That wasn't the "premise," that was a set of crucial plot details, many of which are revealed thousands of pages in. I know you spoilered it, but c'mon.

2011-10-26, 08:25 AM
I seem to remember another set of fanmade Homestuck rules other than the 4e one, but if you want something that's specifically Homestuck, go with that. If you really want to imitate the sort of shenanigans represented, though, you'll have to use a point buy system like GURPS or Mutants & Masterminds. That would give the players the sort of open-endedness needed to alchemize whatever they felt like and would allow the different "classes" to have entirely unique abilities, rather than simply different spell selections or what have you.

2011-10-26, 05:59 PM
Of course, a real RPG based on Homestuck would involve a lot of making the rules up as you go along.

2011-10-26, 10:49 PM
Of course, a real RPG based on Homestuck would involve a lot of making the rules up as you go along.

I once wrote a game like that for Problem Sleuth. The GM only tells the players how to perform an action; not any of the other rules, which explain roughly what each action does. I could probably find the rules again if someone wants them.

2011-10-26, 11:04 PM
that'd be cool, got any tips on how to run the story?

2011-10-27, 01:22 AM
I'm going to go on a VERY long tangent here. It turns out the idea of a Homestuck DnD campaign is really interesting to me, so I have a lot to say about it.

Spoiler #1 for story/plot stuff:
First off, I don't think the whole "entering the Medium" thing really has a place in a standard DnD campaign. The party is too split, the action is too silly, and the whole server/client player thing really wouldn't work well in the frame of DnD rules.
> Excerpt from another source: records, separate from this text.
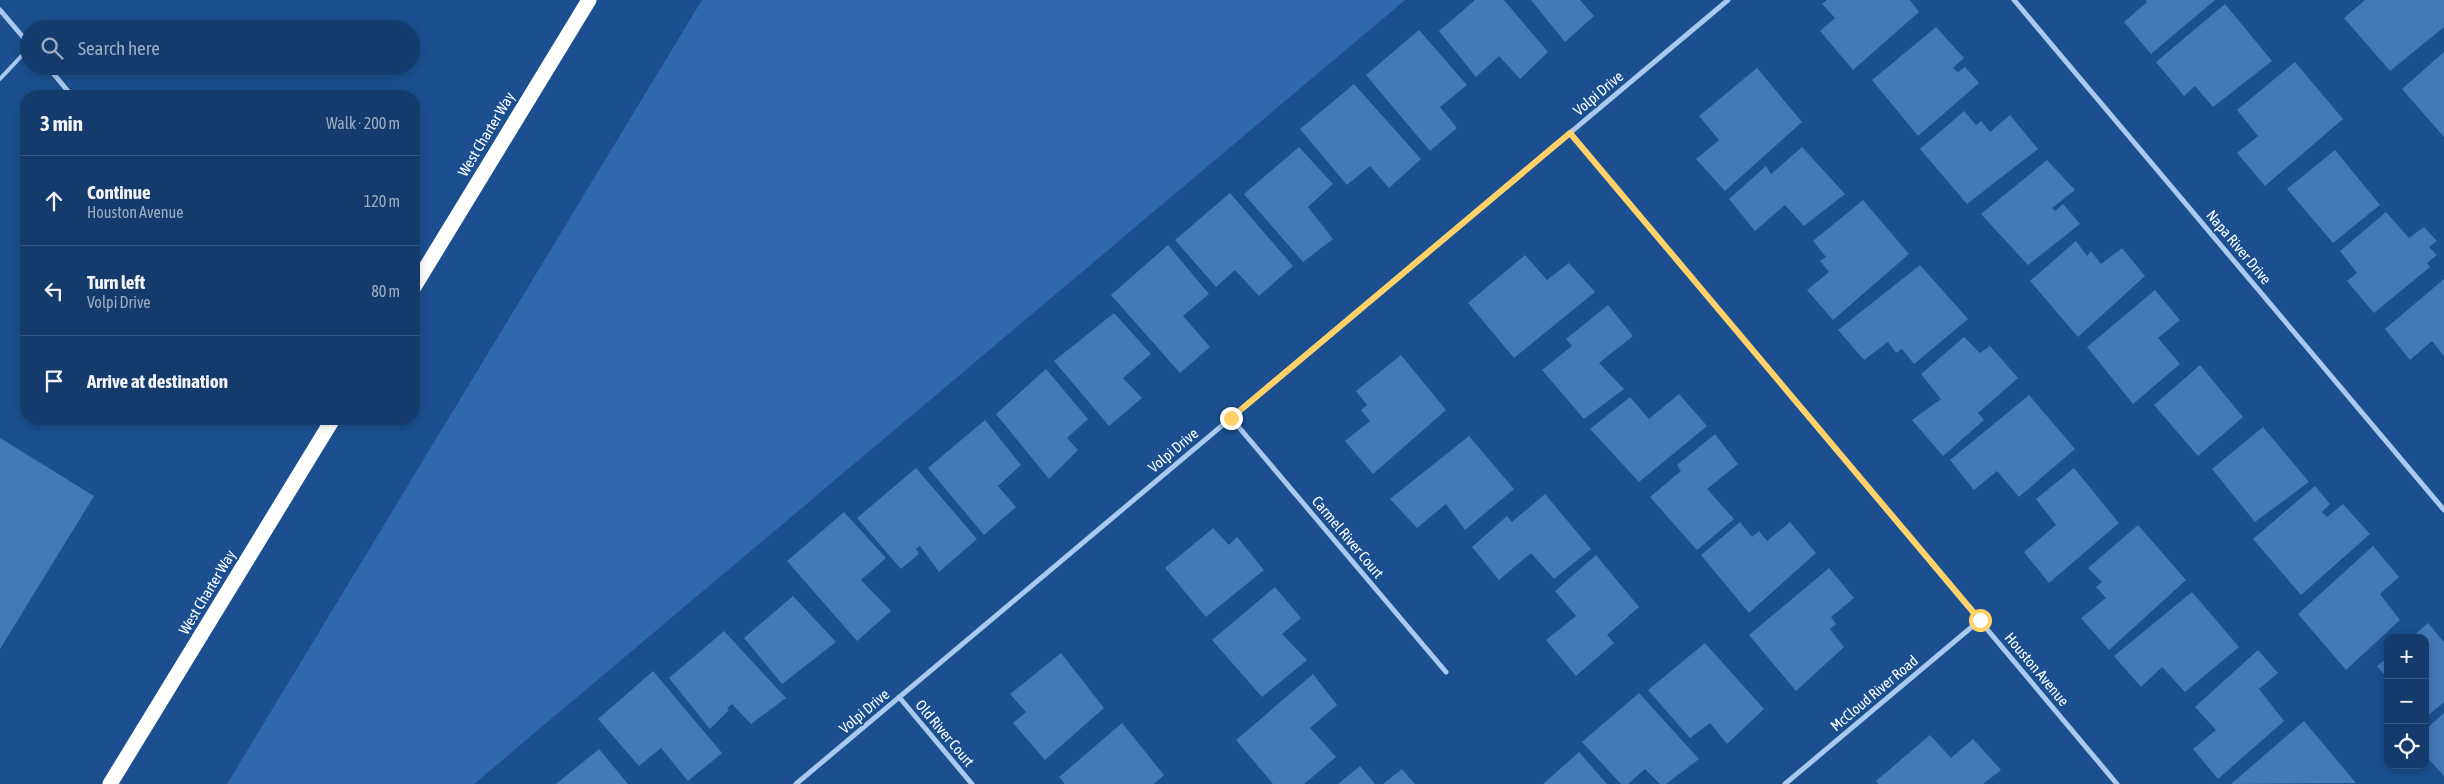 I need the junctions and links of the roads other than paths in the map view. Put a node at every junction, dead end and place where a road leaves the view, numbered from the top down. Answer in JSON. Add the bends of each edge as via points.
{"nodes":[{"id":1,"x":589,"y":0,"type":"edge"},
{"id":2,"x":1728,"y":0,"type":"edge"},
{"id":3,"x":2014,"y":0,"type":"edge"},
{"id":4,"x":0,"y":10,"type":"edge"},
{"id":5,"x":20,"y":33,"type":"edge"},
{"id":6,"x":20,"y":58,"type":"edge"},
{"id":7,"x":54,"y":75,"type":"edge"},
{"id":8,"x":0,"y":79,"type":"edge"},
{"id":9,"x":67,"y":90,"type":"edge"},
{"id":10,"x":1570,"y":133,"type":"junction"},
{"id":11,"x":420,"y":276,"type":"edge"},
{"id":12,"x":1231,"y":418,"type":"junction"},
{"id":13,"x":329,"y":425,"type":"edge"},
{"id":14,"x":2444,"y":510,"type":"edge"},
{"id":15,"x":1980,"y":620,"type":"junction"},
{"id":16,"x":1446,"y":672,"type":"dead end"},
{"id":17,"x":899,"y":697,"type":"junction"},
{"id":18,"x":110,"y":784,"type":"edge"},
{"id":19,"x":796,"y":784,"type":"edge"},
{"id":20,"x":972,"y":784,"type":"edge"},
{"id":21,"x":1785,"y":784,"type":"edge"},
{"id":22,"x":2117,"y":784,"type":"edge"}],
"edges":[{"from":1,"to":11,"type":"highway","name":"West Charter Way"},
{"from":2,"to":10,"type":"street","name":"Volpi Drive"},
{"from":3,"to":14,"type":"street","name":"Napa River Drive"},
{"from":4,"to":5,"type":"street"},
{"from":6,"to":8,"type":"lane"},
{"from":7,"to":9,"type":"street"},
{"from":10,"to":12,"type":"street","name":"Volpi Drive"},
{"from":10,"to":15,"type":"street","name":"Houston Avenue"},
{"from":12,"to":16,"type":"street","name":"Carmel River Court"},
{"from":12,"to":17,"type":"street","name":"Volpi Drive"},
{"from":13,"to":18,"type":"highway","name":"West Charter Way"},
{"from":15,"to":21,"type":"street","name":"McCloud River Road"},
{"from":15,"to":22,"type":"street","name":"Houston Avenue"},
{"from":17,"to":19,"type":"street","name":"Volpi Drive"},
{"from":17,"to":20,"type":"street","name":"Old River Court"}]} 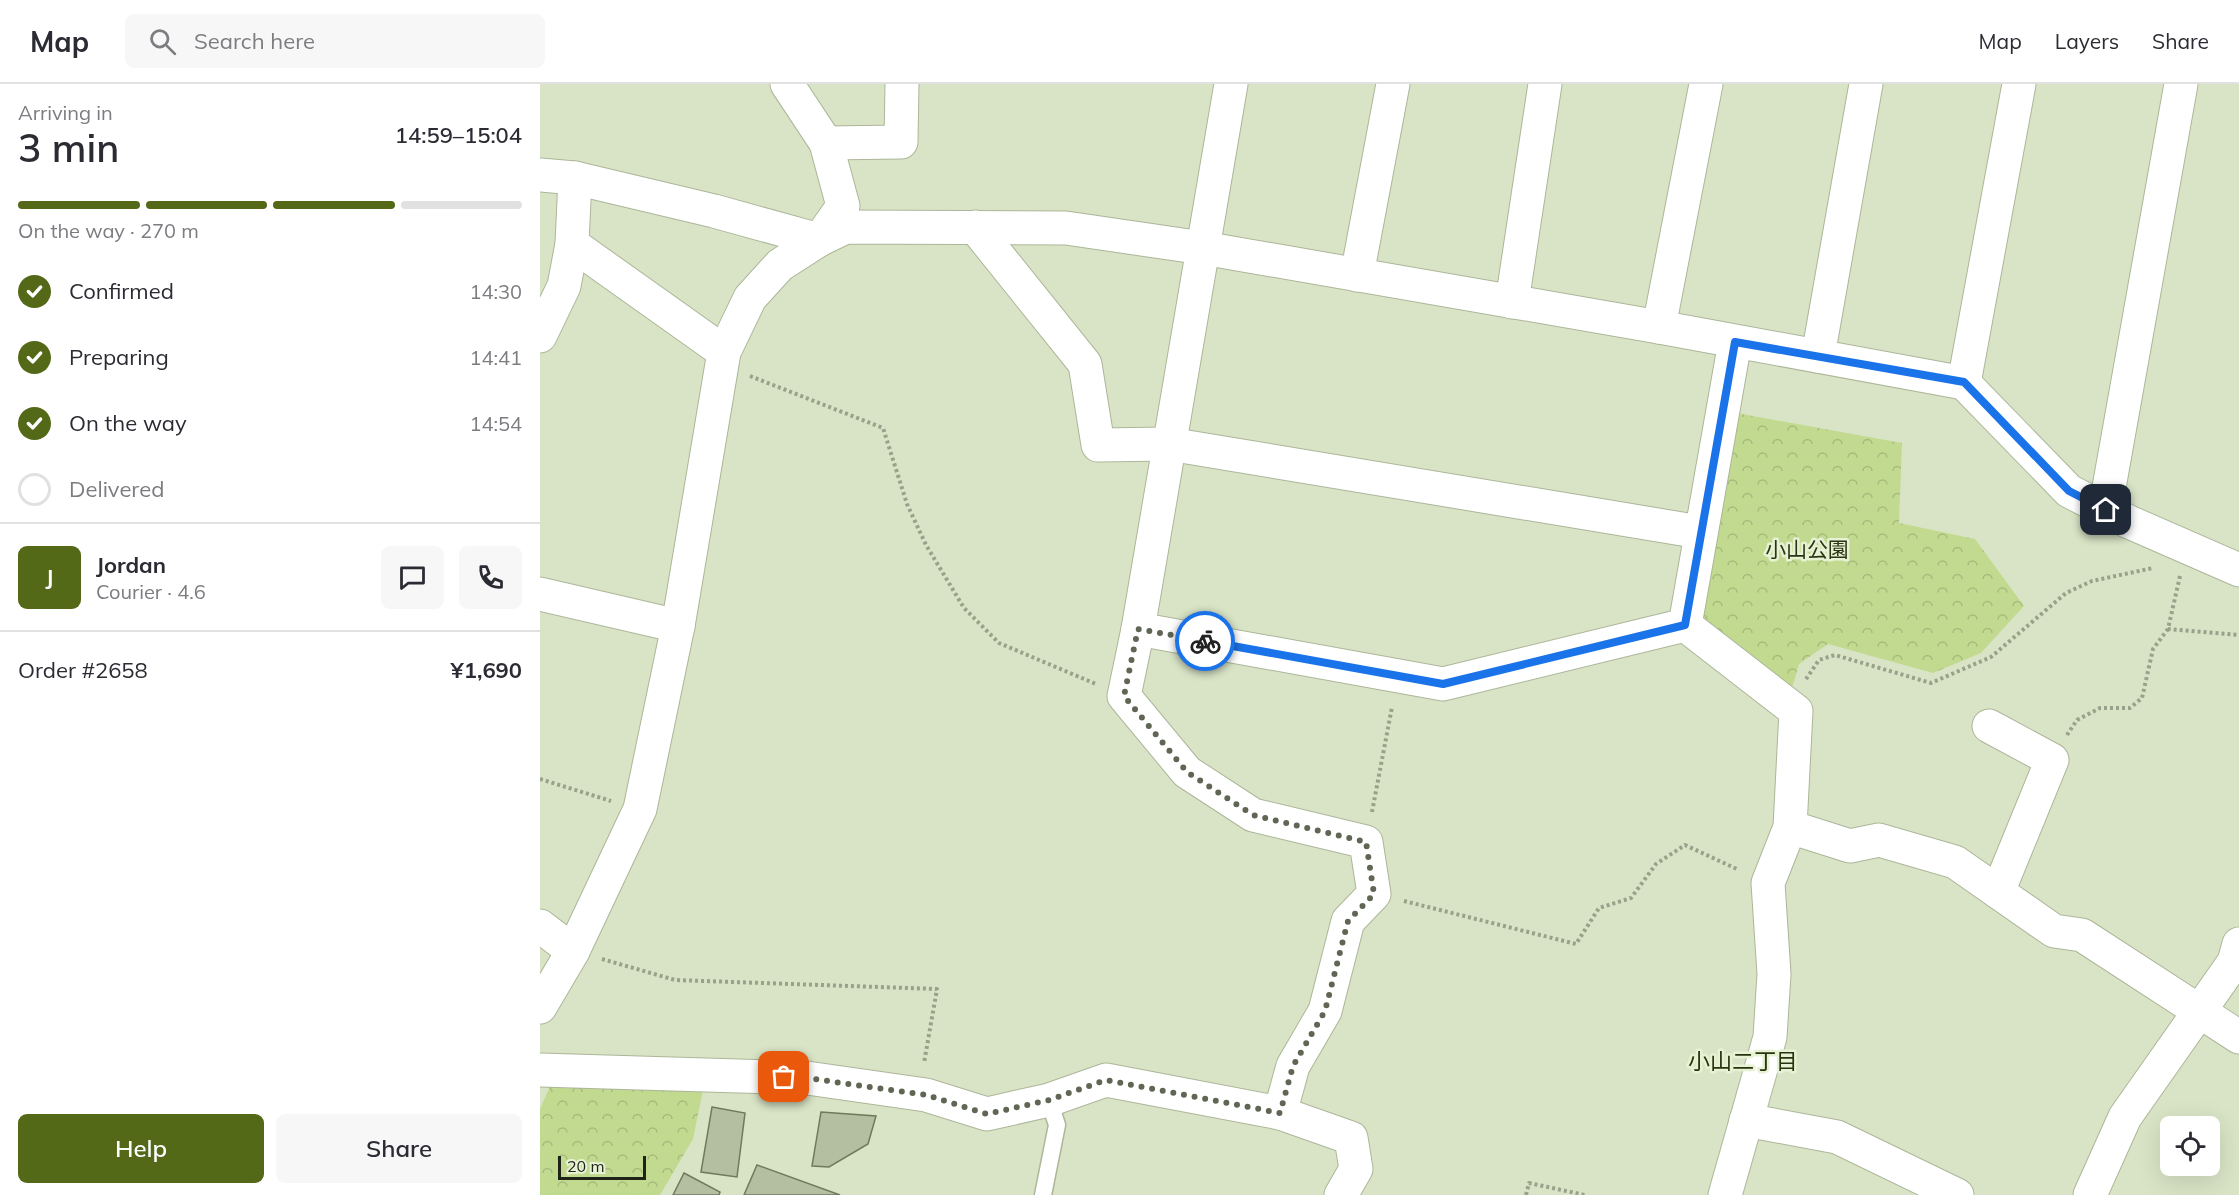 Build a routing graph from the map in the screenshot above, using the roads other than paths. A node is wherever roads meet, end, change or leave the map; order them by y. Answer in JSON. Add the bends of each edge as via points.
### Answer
{"nodes":[{"id":1,"x":787,"y":84,"type":"edge"},
{"id":2,"x":902,"y":84,"type":"edge"},
{"id":3,"x":1231,"y":84,"type":"edge"},
{"id":4,"x":1393,"y":84,"type":"edge"},
{"id":5,"x":1545,"y":84,"type":"edge"},
{"id":6,"x":1706,"y":84,"type":"edge"},
{"id":7,"x":1866,"y":84,"type":"edge"},
{"id":8,"x":2019,"y":84,"type":"edge"},
{"id":9,"x":2181,"y":84,"type":"edge"},
{"id":10,"x":826,"y":143,"type":"junction"},
{"id":11,"x":540,"y":175,"type":"edge"},
{"id":12,"x":575,"y":178,"type":"junction"},
{"id":13,"x":975,"y":227,"type":"junction"},
{"id":14,"x":819,"y":240,"type":"junction"},
{"id":15,"x":572,"y":244,"type":"junction"},
{"id":16,"x":1203,"y":248,"type":"junction"},
{"id":17,"x":1357,"y":275,"type":"junction"},
{"id":18,"x":1512,"y":302,"type":"junction"},
{"id":19,"x":1659,"y":327,"type":"junction"},
{"id":20,"x":540,"y":336,"type":"edge"},
{"id":21,"x":1735,"y":342,"type":"junction"},
{"id":22,"x":1818,"y":356,"type":"junction"},
{"id":23,"x":722,"y":358,"type":"junction"},
{"id":24,"x":1964,"y":382,"type":"junction"},
{"id":25,"x":1169,"y":444,"type":"junction"},
{"id":26,"x":2106,"y":510,"type":"junction"},
{"id":27,"x":1700,"y":532,"type":"junction"},
{"id":28,"x":2239,"y":570,"type":"edge"},
{"id":29,"x":540,"y":594,"type":"edge"},
{"id":30,"x":1685,"y":625,"type":"junction"},
{"id":31,"x":678,"y":626,"type":"junction"},
{"id":32,"x":1138,"y":629,"type":"junction"},
{"id":33,"x":1989,"y":726,"type":"dead end"},
{"id":34,"x":1790,"y":827,"type":"junction"},
{"id":35,"x":1998,"y":892,"type":"junction"},
{"id":36,"x":540,"y":926,"type":"edge"},
{"id":37,"x":2239,"y":944,"type":"edge"},
{"id":38,"x":573,"y":951,"type":"junction"},
{"id":39,"x":540,"y":1007,"type":"edge"},
{"id":40,"x":2198,"y":1012,"type":"junction"},
{"id":41,"x":2239,"y":1037,"type":"edge"},
{"id":42,"x":540,"y":1070,"type":"edge"},
{"id":43,"x":1049,"y":1100,"type":"junction"},
{"id":44,"x":1280,"y":1113,"type":"junction"},
{"id":45,"x":1746,"y":1120,"type":"junction"},
{"id":46,"x":1043,"y":1195,"type":"edge"},
{"id":47,"x":1341,"y":1195,"type":"edge"},
{"id":48,"x":1725,"y":1195,"type":"edge"},
{"id":49,"x":1957,"y":1195,"type":"edge"},
{"id":50,"x":2090,"y":1195,"type":"edge"}],
"edges":[{"from":1,"to":10,"type":"street"},
{"from":2,"to":10,"type":"street","via":[[901,142]]},
{"from":3,"to":16,"type":"street"},
{"from":4,"to":17,"type":"street"},
{"from":5,"to":18,"type":"street"},
{"from":6,"to":19,"type":"street"},
{"from":7,"to":22,"type":"street"},
{"from":8,"to":24,"type":"street"},
{"from":9,"to":26,"type":"street"},
{"from":10,"to":14,"type":"street","via":[[843,206]]},
{"from":11,"to":12,"type":"street"},
{"from":12,"to":14,"type":"street"},
{"from":12,"to":15,"type":"street"},
{"from":13,"to":14,"type":"street","via":[[846,227]]},
{"from":13,"to":16,"type":"street","via":[[1066,228]]},
{"from":13,"to":25,"type":"street","via":[[1085,364],[1098,445]]},
{"from":14,"to":23,"type":"street","via":[[780,265],[750,298]]},
{"from":15,"to":20,"type":"street","via":[[564,286]]},
{"from":15,"to":23,"type":"street"},
{"from":16,"to":17,"type":"street"},
{"from":16,"to":25,"type":"street"},
{"from":17,"to":18,"type":"street"},
{"from":18,"to":19,"type":"street"},
{"from":19,"to":21,"type":"street"},
{"from":21,"to":22,"type":"street"},
{"from":21,"to":27,"type":"street"},
{"from":22,"to":24,"type":"street"},
{"from":23,"to":31,"type":"street"},
{"from":24,"to":26,"type":"street","via":[[2069,491]]},
{"from":25,"to":27,"type":"street"},
{"from":25,"to":32,"type":"street"},
{"from":26,"to":28,"type":"street","via":[[2188,556]]},
{"from":27,"to":30,"type":"street"},
{"from":29,"to":31,"type":"street"},
{"from":30,"to":32,"type":"street","via":[[1443,684]]},
{"from":30,"to":34,"type":"street","via":[[1796,711]]},
{"from":31,"to":38,"type":"street","via":[[640,809]]},
{"from":32,"to":44,"type":"street","via":[[1124,696],[1187,772],[1253,815],[1366,842],[1374,894],[1348,921],[1325,1011],[1293,1066]]},
{"from":33,"to":35,"type":"street","via":[[2052,760]]},
{"from":34,"to":35,"type":"street","via":[[1850,846],[1879,840],[1955,862]]},
{"from":34,"to":45,"type":"street","via":[[1768,883],[1774,974],[1770,1037]]},
{"from":35,"to":40,"type":"street","via":[[2054,931],[2082,935]]},
{"from":36,"to":38,"type":"street"},
{"from":37,"to":40,"type":"street","via":[[2234,962]]},
{"from":38,"to":39,"type":"street"},
{"from":40,"to":41,"type":"street"},
{"from":40,"to":50,"type":"street","via":[[2125,1117]]},
{"from":42,"to":43,"type":"street","via":[[807,1078],[926,1095],[987,1114]]},
{"from":43,"to":44,"type":"street","via":[[1106,1080]]},
{"from":43,"to":46,"type":"lane","via":[[1057,1125]]},
{"from":44,"to":47,"type":"street","via":[[1351,1138],[1356,1169]]},
{"from":45,"to":48,"type":"street"},
{"from":45,"to":49,"type":"street","via":[[1837,1137]]}]}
Also, Sburb players are generally supposed to work their way to upper gates in order to reach the other player's planets, and that means even more time with a split party.

That leaves you with the problem of how to introduce the basic background information without having a gaming cluster****. If I were going for an "authentic" Homestuck experience (ideally with players who are completely ignorant on the subject), I might start with a series of four separate two-PC sessions to introduce things. Have one be the client player, one be the server player, and introduce things from there. Let them start from the installation of the Sburb, and make sure they complete certain tasks before before the end of the session. Ideally, they should prototype their kernelsprite, get a basic grasp of alchemy, enter the medium, and finally climb up to their first gate. Maybe they also have to go through hoops to get the server CD for Sburb?

Next session, bring in the first client player (now acting as server player) and a third PC for the new client player, and repeat the process. Maybe this time around, the impending meteor strikes make things more difficult, but this is offset by actually having a knowledgeable server player. Ideally, there should be enough similarities that the server player feels useful, but enough differences to highlight the uniqueness of each player.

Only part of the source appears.